Capt. John Smith waded into the waters over the sandy shoal reaching far out into Chesapeake Bay. The water was so clear he could see the swarms of fish swimming around him. Not one to miss a good opportunity, he began spearing them with his broadsword. But a stingray can hide even in clear water. It buries itself just under the sand and waits.
When Smith stepped on the ray, its reaction came swiftly, instinctively. The tail lashed out and pierced the flesh. The captain’s pained cry brought his men, who helped him ashore. So severe was the agony from the sting that he instructed them to dig his grave there on the beach, overlooking the waters of the Chesapeake that he loved.

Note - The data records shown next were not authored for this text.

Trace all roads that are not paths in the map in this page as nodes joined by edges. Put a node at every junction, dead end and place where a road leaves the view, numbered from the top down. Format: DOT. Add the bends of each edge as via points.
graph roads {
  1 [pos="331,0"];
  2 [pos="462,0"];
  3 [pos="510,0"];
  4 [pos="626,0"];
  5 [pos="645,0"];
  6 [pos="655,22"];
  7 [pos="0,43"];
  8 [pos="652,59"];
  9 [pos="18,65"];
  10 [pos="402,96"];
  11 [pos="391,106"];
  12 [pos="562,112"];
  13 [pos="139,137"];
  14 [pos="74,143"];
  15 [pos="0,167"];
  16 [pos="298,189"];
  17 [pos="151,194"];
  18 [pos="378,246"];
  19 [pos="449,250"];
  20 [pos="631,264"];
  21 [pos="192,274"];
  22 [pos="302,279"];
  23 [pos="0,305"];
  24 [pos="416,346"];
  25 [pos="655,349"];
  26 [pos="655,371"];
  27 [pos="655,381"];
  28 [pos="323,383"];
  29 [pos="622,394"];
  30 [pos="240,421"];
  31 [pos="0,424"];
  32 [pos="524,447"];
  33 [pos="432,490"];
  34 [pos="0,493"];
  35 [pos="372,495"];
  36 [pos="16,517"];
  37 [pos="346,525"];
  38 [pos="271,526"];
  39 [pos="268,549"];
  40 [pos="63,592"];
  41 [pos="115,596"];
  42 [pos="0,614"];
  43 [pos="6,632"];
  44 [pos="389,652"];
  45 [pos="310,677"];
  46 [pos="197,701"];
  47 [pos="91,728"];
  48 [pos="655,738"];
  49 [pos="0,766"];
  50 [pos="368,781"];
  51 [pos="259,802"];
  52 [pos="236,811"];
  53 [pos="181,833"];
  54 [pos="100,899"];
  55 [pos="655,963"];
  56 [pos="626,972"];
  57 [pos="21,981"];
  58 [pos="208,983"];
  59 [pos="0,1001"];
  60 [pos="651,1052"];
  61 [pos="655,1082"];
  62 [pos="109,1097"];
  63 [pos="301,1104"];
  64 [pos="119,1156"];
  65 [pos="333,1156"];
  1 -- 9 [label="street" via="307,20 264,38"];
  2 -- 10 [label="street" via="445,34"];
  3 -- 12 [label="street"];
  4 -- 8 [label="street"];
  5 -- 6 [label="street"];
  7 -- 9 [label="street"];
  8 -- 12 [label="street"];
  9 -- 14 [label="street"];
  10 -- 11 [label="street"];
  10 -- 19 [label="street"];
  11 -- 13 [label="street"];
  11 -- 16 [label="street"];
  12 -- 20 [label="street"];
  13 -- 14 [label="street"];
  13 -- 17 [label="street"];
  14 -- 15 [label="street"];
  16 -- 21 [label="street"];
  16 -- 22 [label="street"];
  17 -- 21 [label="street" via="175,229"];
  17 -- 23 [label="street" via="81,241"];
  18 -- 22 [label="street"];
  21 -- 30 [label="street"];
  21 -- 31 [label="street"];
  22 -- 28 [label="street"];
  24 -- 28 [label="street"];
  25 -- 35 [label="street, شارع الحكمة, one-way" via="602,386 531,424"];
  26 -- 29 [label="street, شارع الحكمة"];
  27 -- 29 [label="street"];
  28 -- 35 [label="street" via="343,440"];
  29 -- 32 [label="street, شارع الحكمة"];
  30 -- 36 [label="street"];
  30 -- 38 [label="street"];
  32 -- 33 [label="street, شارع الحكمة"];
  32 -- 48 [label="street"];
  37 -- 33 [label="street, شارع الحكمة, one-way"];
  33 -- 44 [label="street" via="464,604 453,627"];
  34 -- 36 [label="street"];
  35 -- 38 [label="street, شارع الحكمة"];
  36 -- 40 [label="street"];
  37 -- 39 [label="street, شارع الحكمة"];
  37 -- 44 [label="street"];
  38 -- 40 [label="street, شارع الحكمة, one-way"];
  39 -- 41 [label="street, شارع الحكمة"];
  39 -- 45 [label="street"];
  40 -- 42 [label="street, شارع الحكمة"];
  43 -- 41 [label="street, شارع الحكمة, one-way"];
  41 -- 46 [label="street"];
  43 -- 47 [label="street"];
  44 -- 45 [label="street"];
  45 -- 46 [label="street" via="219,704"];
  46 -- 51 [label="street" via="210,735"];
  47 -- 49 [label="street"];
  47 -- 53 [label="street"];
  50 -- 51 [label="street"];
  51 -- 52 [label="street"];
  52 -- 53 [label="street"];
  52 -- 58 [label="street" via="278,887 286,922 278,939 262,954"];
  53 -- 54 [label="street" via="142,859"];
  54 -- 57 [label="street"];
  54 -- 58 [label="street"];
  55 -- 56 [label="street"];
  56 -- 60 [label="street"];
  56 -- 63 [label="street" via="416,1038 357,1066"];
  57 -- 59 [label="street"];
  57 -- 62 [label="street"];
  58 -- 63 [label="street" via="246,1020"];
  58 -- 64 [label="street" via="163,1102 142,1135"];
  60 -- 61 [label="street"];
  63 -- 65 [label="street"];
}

The pain eventually subsided, helped — the story goes — by a poultice brought to him by Indian friends who had raced off in canoes to the creek we now call Antipoison Creek, around what is now known as Windmill Point. Small wonder that the point on which John Smith prepared to remain for eternity in 1608 is now Stingray Point.
Smith moved on, but many later came to stay, forming the small village of Deltaville, Va., on the point’s peninsula. With fertile land and protected creeks and bays, it began as a home for seafarers and farmers. Even today, locals from surrounding rural counties consider Deltaville corn and Deltaville tomatoes a specialty. On the lower part of the peninsula, the watermen became the backbone of the community. Deltaville, for many years, was known as the “boatbuilding capital of the Chesapeake,” turning out skipjacks, deadrise workboats, steel-hulled offshore trawlers and yachts.
Today, boating and farming are still mainstays of the area, but the crops — at first carried away in sailing vessels and then steamers — are now taken by truck. And although local watermen still work the waters, most of the boating consists of pleasure boats.
Its popularity to boaters is obvious from the fact that while there are only around 800 permanent residents, there are around 3,000 boats that dock there. The number of marinas, yards and marine-related services often surprises city-folk boaters. When you pass by on the Bay, the shoreline gives little clue of what’s there. The marinas and yards are tucked away into the creeks and coves. Once ashore, you find that much of what you may want to access, other than what’s at the facility where you’ve docked, is “down the road.” And there are several roads.
Deltaville isn’t an “official” town. It’s not incorporated. There is no town government, and there are no town taxes, only those of Middlesex County, of which it is a part. Under a rural county zoning plan, it doesn’t have the density of business centers you find clustered around the water in other port areas. “Things are all spread out,” as one local puts it, “but we like it that way.”
Usually when stores and other facilities are spread out, transient boaters have a difficult time getting around unless they have bicycles. But in Deltaville this isn’t much of a problem. The marina often will help you get to a place (some will loan a car if it’s available), the restaurant or shop will pick you up, or you can just start walking and someone may stop, ask if you’re from a boat and if you need a ride. This is not just a boating community; it is “country.”
Understanding this will help you understand the uniqueness of the area as you pull into port or drop anchor. You haven’t arrived at a fancy high steppin’ condo-ized resort custom tailored to serve yachts. You’ve arrived at a community of boaters and boats that’s grown as such over several centuries.
This community has far more than you’d imagine. There are not one, but two West Marine stores a short distance apart. Auto parts stores are also boat equipment stores. Hurd’s Hardware is one of those priceless country hardware stores that has a little of everything, along with a staff that knows what it is. “A little of everything” includes a large selection of marine-related items. There’s also a rigging shop, canvas shop, sail loft, diving services, mechanic shops, engine shops and much more. The one thing you must understand when you come here, however, is that you’re likely to find yourself on Island Time. True, it’s a peninsula, not an island. But it’s Deltaville, and Deltaville is on Island Time. Sometimes I think they invented it.
But the local folks do get things done. Deltaville citizens accomplish on a volunteer basis the things they need as a community. The Deltaville Community Association (www.deltavilleva.com) is a group of citizens who, on a volunteer basis, provide many of the things that “government” does in incorporated towns and cities. These include a Heritage Day, coinciding with the Fourth of July and featuring parades, art, food, contests and other events, and good old-fashioned Saturday night baseball games at their baseball field. Over the years they’ve built a community swimming pool, a ball field and a tennis court, established a volunteer fire department, and taken care of many other things — without a big government, thank you.